Page 1 of 1

English R12 Handbook

Posted: Tue Sep 26, 2017 8:19 am
by deyoung2837
More fun reading.

Lee

Other readings

Posted: Thu Sep 28, 2017 9:12 am
by Luigi bmwR68
Thanks Lee ... others readings for the evening! Beautiful!
Luigi

So there was a oil filter of

Posted: Sun Oct 22, 2017 11:28 am
by Twocams
So there was a oil filter of sorts used back then. Replaced every 7500-10,000 miles. Must have been a helluva filter for the times.
Did they also use slingers of some type? Why did they stop using filters by the time the /2 came along?

twocams

The R51/2 had slingers. And

Posted: Sun Oct 22, 2017 1:12 pm
by schrader7032
The R51/2 had slingers. And since the R51/2 was more or less a reverse engineering of the R51 from before the war, I'm guessing the slingers were used extensively in the 1930s. I had no idea that any BMW prior to 1970 had a filter. I wonder if the case for eliminating it was that other parts of the engine would fail long before the filter would provide any help, so then why keep it...it meant extra engineering. What type of main bearings were used? I thought the need for filters arose because of the plain bearings that were used in the /5 which required high flow clean engine oil. The /2s have roller bearings.

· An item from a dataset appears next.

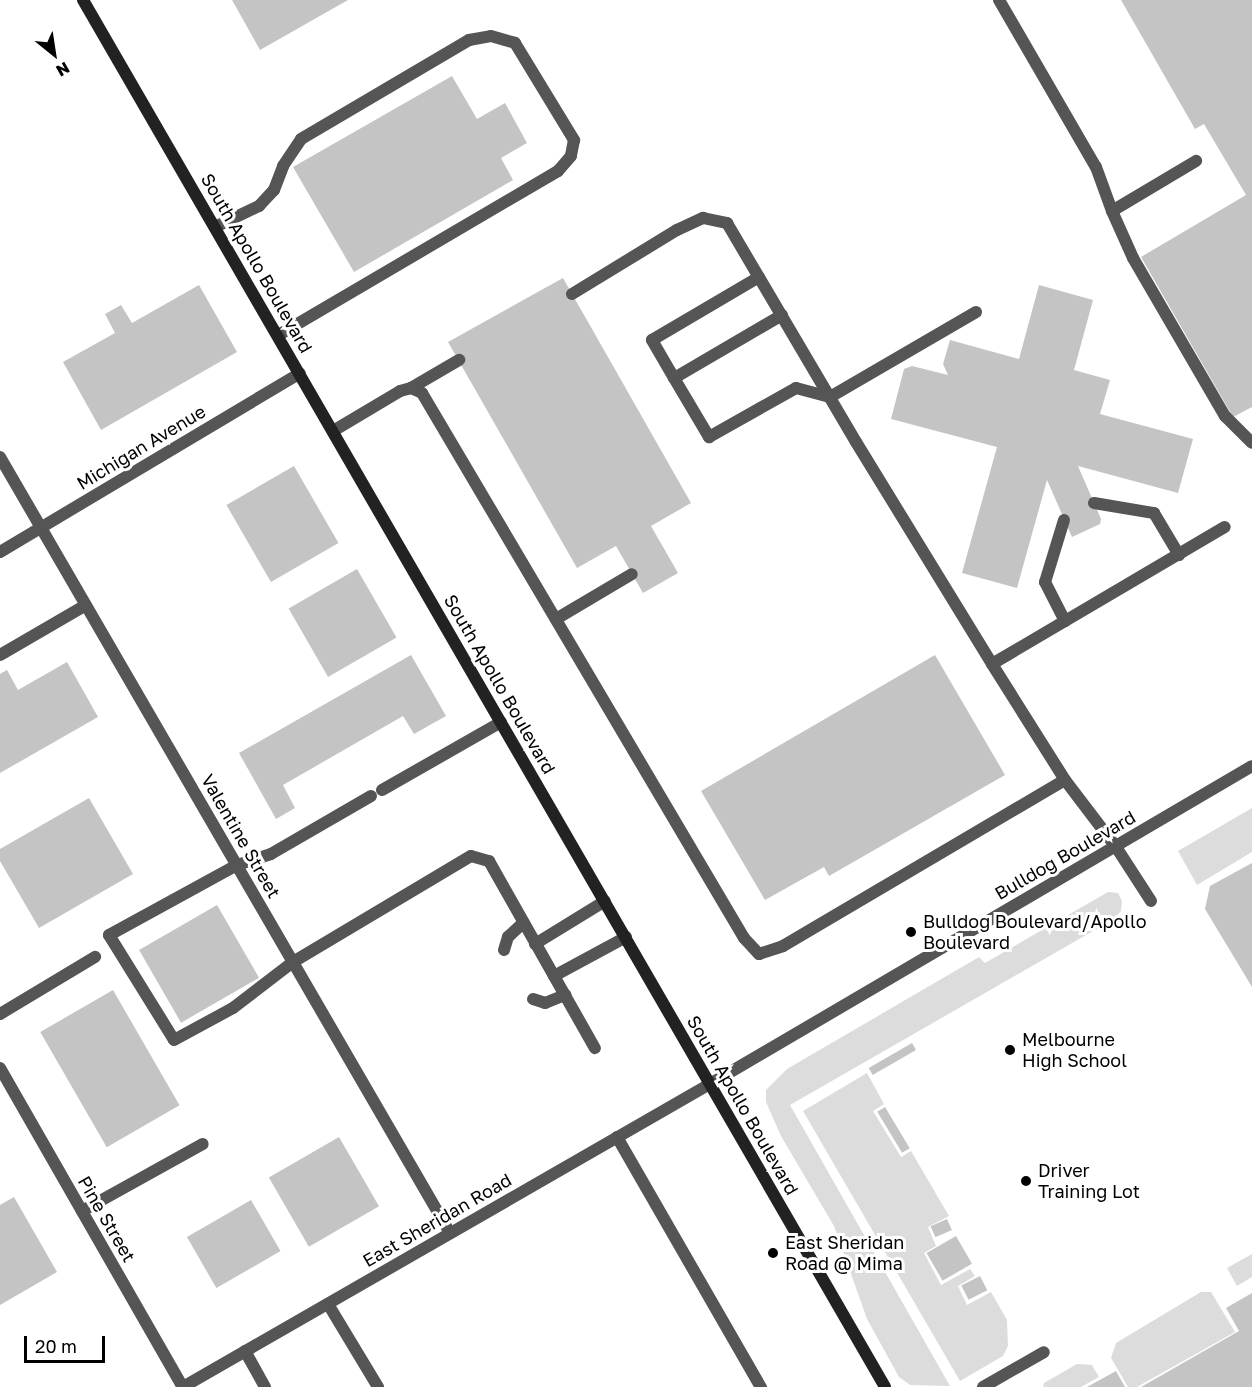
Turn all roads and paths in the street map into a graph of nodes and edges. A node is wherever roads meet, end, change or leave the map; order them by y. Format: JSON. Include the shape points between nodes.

In the case of design changes, the early days of airplanes were not designed with structural elements that could last thousands and thousands of hours. So, while parts had to be strong, they didn't need durability since the aircraft were prone to breaking/crashing long before that.

"aircraft were prone to

Posted: Sun Oct 22, 2017 2:09 pm
by Twocams
"aircraft were prone to breaking/crashing long before that."
I found this to be funny...but so true. those were the days.

twocams

The R12 has ball bearing

Posted: Sun Oct 22, 2017 4:01 pm
by Ian R11


The R12 has ball bearing mains and roller bearing big ends, an oil feed supplies each main bearing and the big end bearing via drilling’s in the crank. The main oil feed pipe also feeds the timing chain gear and a fourth outlet goes into the filter. The filter can in theory get 25% of the oil flow. So all oil should eventually flow through the filter.
This drawing shows the detail.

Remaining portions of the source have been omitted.